Ben Alpha, un talent monstre

Depuis plusieurs mois, je recense les œuvres de street art qui déclinent les figures de la peur.
Tout bien considéré, elles sont peu nombreuses. Les thèmes sont récurrents : les skulls et les attributs de la mort, les animaux sauvages tels les fauves et les grands singes, les méchants sanguinaires et cruels des blockbusters étatsuniens. Il ne faut guère être grand clerc pour trouver le point commun entre l’ensemble de ces figures : la mort et son cortège funèbre de souffrances et d’horreur.

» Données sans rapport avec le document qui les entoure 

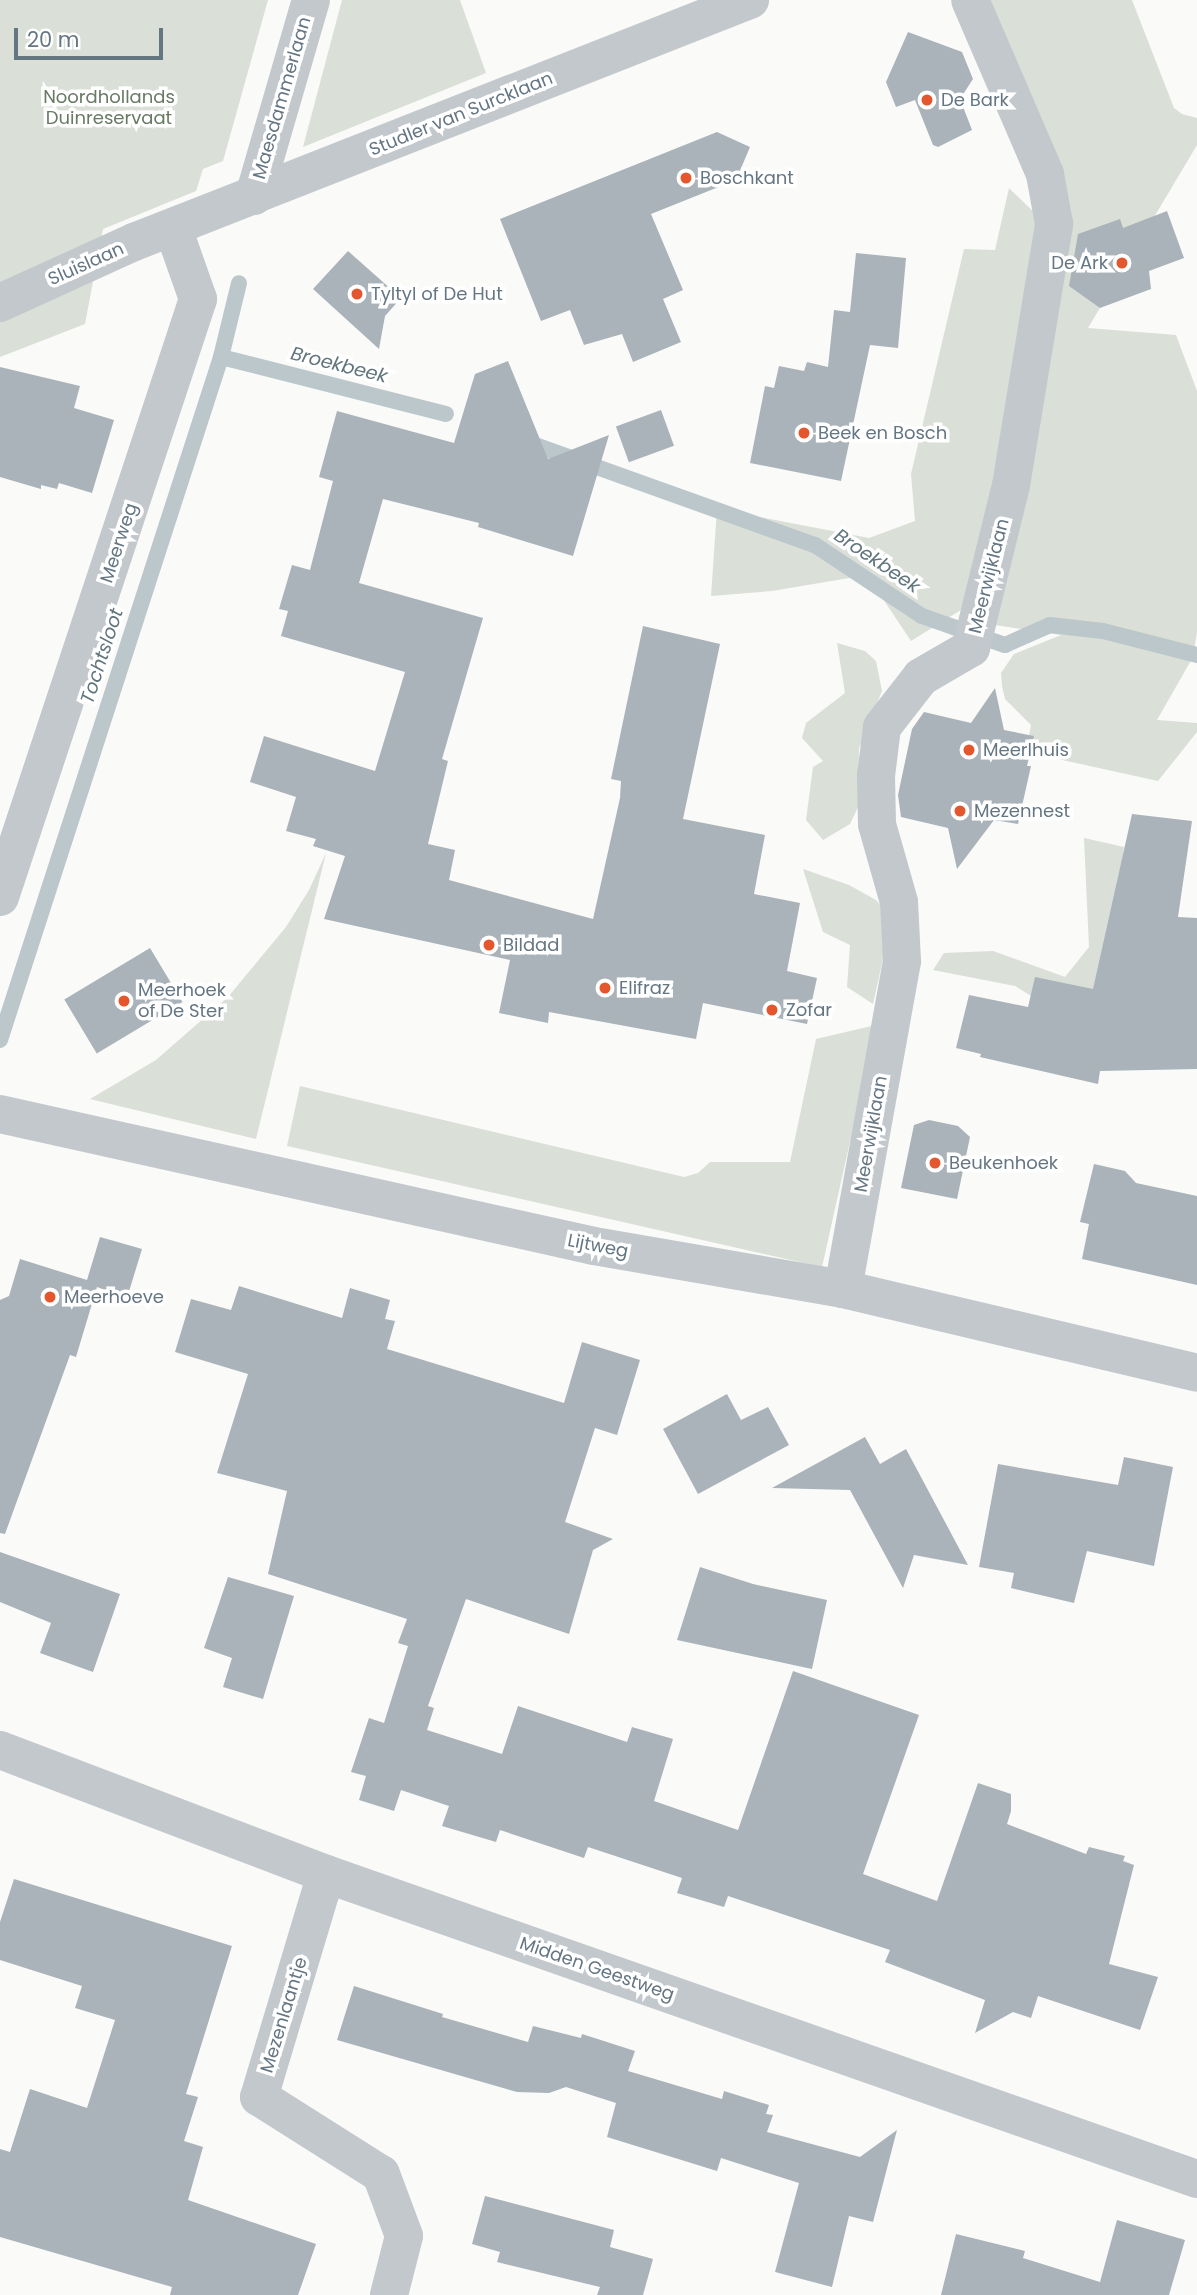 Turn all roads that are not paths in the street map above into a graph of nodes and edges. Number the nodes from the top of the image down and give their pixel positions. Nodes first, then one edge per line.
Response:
1 (311, 0) edge
2 (750, 0) edge
3 (970, 0) edge
4 (254, 196) junction
5 (173, 228) junction
6 (0, 303) edge
7 (0, 897) edge
8 (0, 1114) edge
9 (844, 1289) junction
10 (1197, 1373) edge
11 (0, 1750) edge
12 (326, 1874) junction
13 (1197, 2179) edge
14 (389, 2295) edge

1 - 4 street, Maesdammerlaan
2 - 4 street, Studler van Surcklaan
3 - 9 street, Meerwijklaan
4 - 5 street, Studler van Surcklaan
5 - 6 street, Sluislaan
5 - 7 street, Meerweg
8 - 9 street, Lijtweg
9 - 10 street, Lijtweg
11 - 12 street, Midden Geestweg
12 - 13 street, Midden Geestweg
12 - 14 street, Mezenlaantje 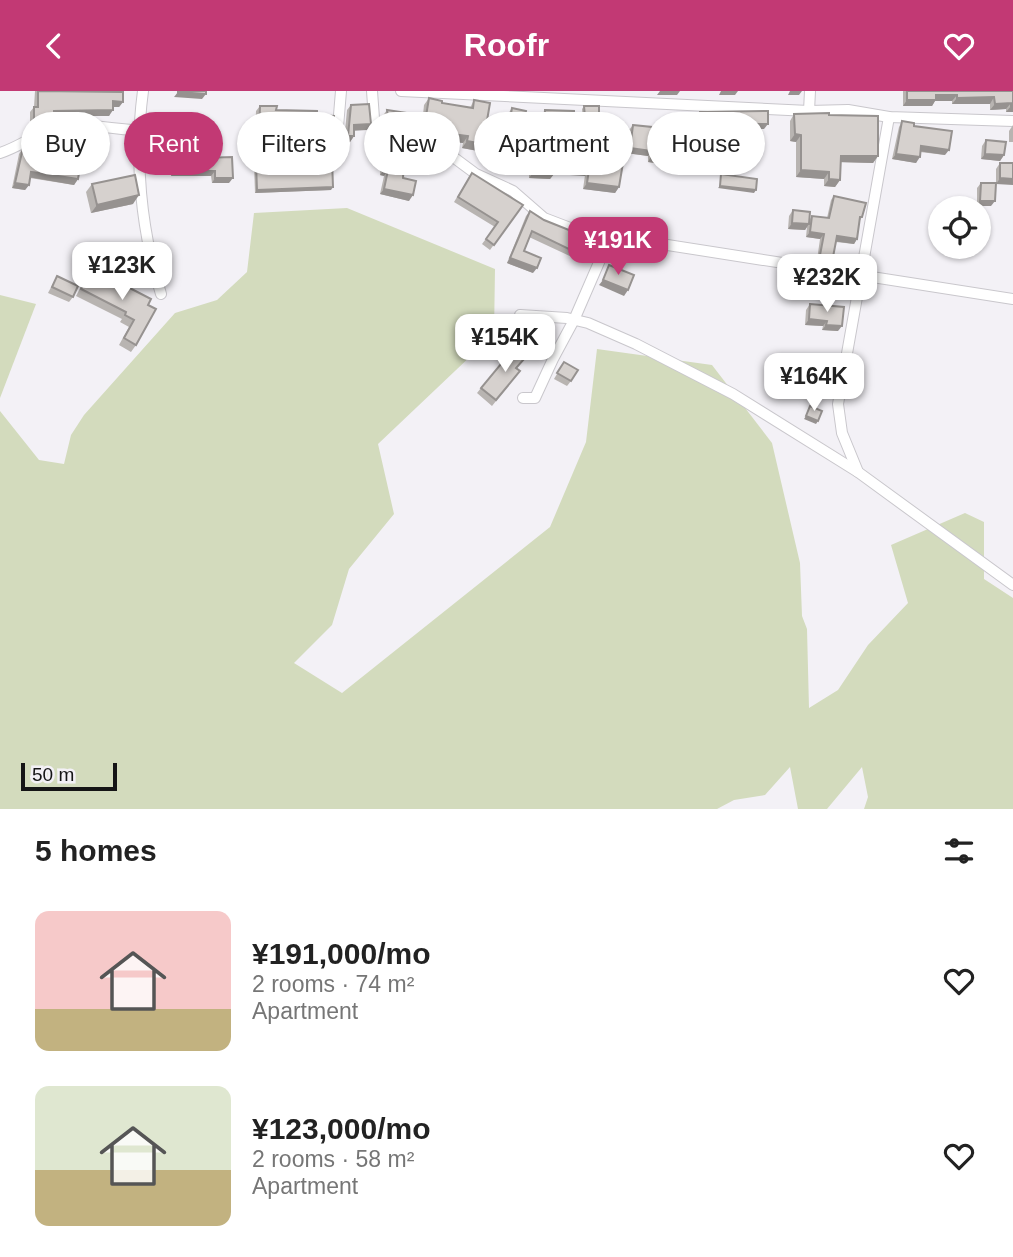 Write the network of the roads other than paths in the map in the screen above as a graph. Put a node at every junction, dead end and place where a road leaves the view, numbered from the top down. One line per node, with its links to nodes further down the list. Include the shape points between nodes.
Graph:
1 (143, 91): 8 (street)
2 (341, 91): 9 (street)
3 (372, 91): 15 (street, via 378,138 449,154 476,174 513,191 544,218)
4 (401, 91): 6 (street)
5 (810, 91): 7 (street)
6 (473, 94): 7 (street)
7 (809, 111): 10 (street, via 848,110)
8 (141, 112)
9 (339, 112)
10 (888, 117): 11 (street); 16 (street)
11 (1013, 121)
12 (124, 129): 13 (street, via 71,127 47,132)
13 (0, 153)
14 (140, 175): 17 (street, via 146,239)
15 (610, 237): 16 (street); 20 (street)
16 (860, 277): 18 (street); 22 (street, via 838,404 842,433)
17 (161, 295)
18 (1013, 299)
19 (520, 315): 20 (street)
20 (575, 320): 21 (street, via 540,392 535,398); 22 (street, via 636,344 733,394)
21 (523, 398)
22 (858, 472): 23 (street)
23 (1013, 585)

Les fresques d’un artiste ont attiré mon attention car, par plusieurs aspects, elles échappaient à ma modeste entreprise de catégorisation des figures de la peur.
Certes, plusieurs fresques représentaient des méchants et des scènes d’horreur désormais classiques mais d’autres représentaient des « monstres ». J’emploie le mot « monstre » faute de mieux ! Ce sont des représentations de créatures en l’espèce dont l’apparence surprend par son écart avec les normes d’une société. Elles ont une fonction : inspirer la peur voire le dégoût. Ces œuvres, souvent de grandes dimensions, étaient signées Ben Alpha. J’ai derechef compilé plusieurs dizaines de photographies et pris l’attache de Ben Alpha pour en savoir davantage sur son sujet de prédilection, au demeurant peu banal.

Mes interrogations ont principalement porté sur deux questions : quelle était la perception par l’artiste des réactions des « regardeurs » au vu de ses fresques, comprendre la genèse de ces monstres.

Ben Alpha notent la variété des réactions des spectateurs. Une majorité admire la technique et les dimensions des fresques, d’autres « trouvent ça simplement beau », d’autres enfin « éprouvent de la peur ou de l’incompréhension ».
Les monstres peints par Ben Alpha sont des « créatures » au sens propre « épouvantables ».

Des traits les apparentent aux Hommes, une tête, des membres etc. mais de nombreux autres traits les relient aux cadavres. Ce sont donc des êtres hybrides comme surgis des enfers qui semblent agresser le « regardeur ». Le regard des monstres entre en relation avec le regard de l’observateur. Intuitivement, le « regardeur » est la proie d’un monstre qui est sur le point de le tuer pour le manger. D’où l’importance donnée par l’artiste, aux mâchoires, aux gueules ouvertes, aux dents, au sang, à la bave, etc.
Dans un précédent billet consacré aux figures de la peur, j’ai montré que les représentations de la peur réveillent dans notre subconscient des angoisses  profondément occultées, la peur de la dévoration.

Les monstres de Ben Alpha sont des figures de l’imaginaire qui illustrent une forme particulière d’esthétique que l’artiste qualifie d’« épique ». Il convient de donner à ce mot la signification qu’il a pris dans la littérature et les films tirées des œuvres de H. P. Lovecraft, Steven Spielberg, John Carpenter, John Hughes ou Stephen King.
Sans nul doute, la recherche de Ben Alpha est aussi une quête d’une forme de beauté plastique.
Les monstres de Ben Alpha ont une source principale d’inspiration, la série américaine Stranger Things. C’est une série de science-fiction horrifique créée par Matt et Ross Duffer et diffusée depuis le 15 juillet 2016 sur Netflix. Source principale mais non exclusive, l’artiste crée ses propres images, images qui s’inscrivent dans le même univers que celui Stranger Things.

La littérature fantastique américaine, ses adaptations pour le cinéma et la télévision ont créé des figures modernes de la peur et de l’horreur. Nous pouvons voir dans ce processus l’influence grandissante de la culture américaine véhiculée par des médias américains.
Il n’en demeure pas moins que Ben Alpha s’est approprié cette culture plastique et ses images dominantes et nous donne à voir des œuvres ambitieuses de grande qualité.

Merci à Ben Alpha pour l’entretien et la qualité de ses réponses. Merci également pour m’autoriser à reproduire les images de ses œuvres.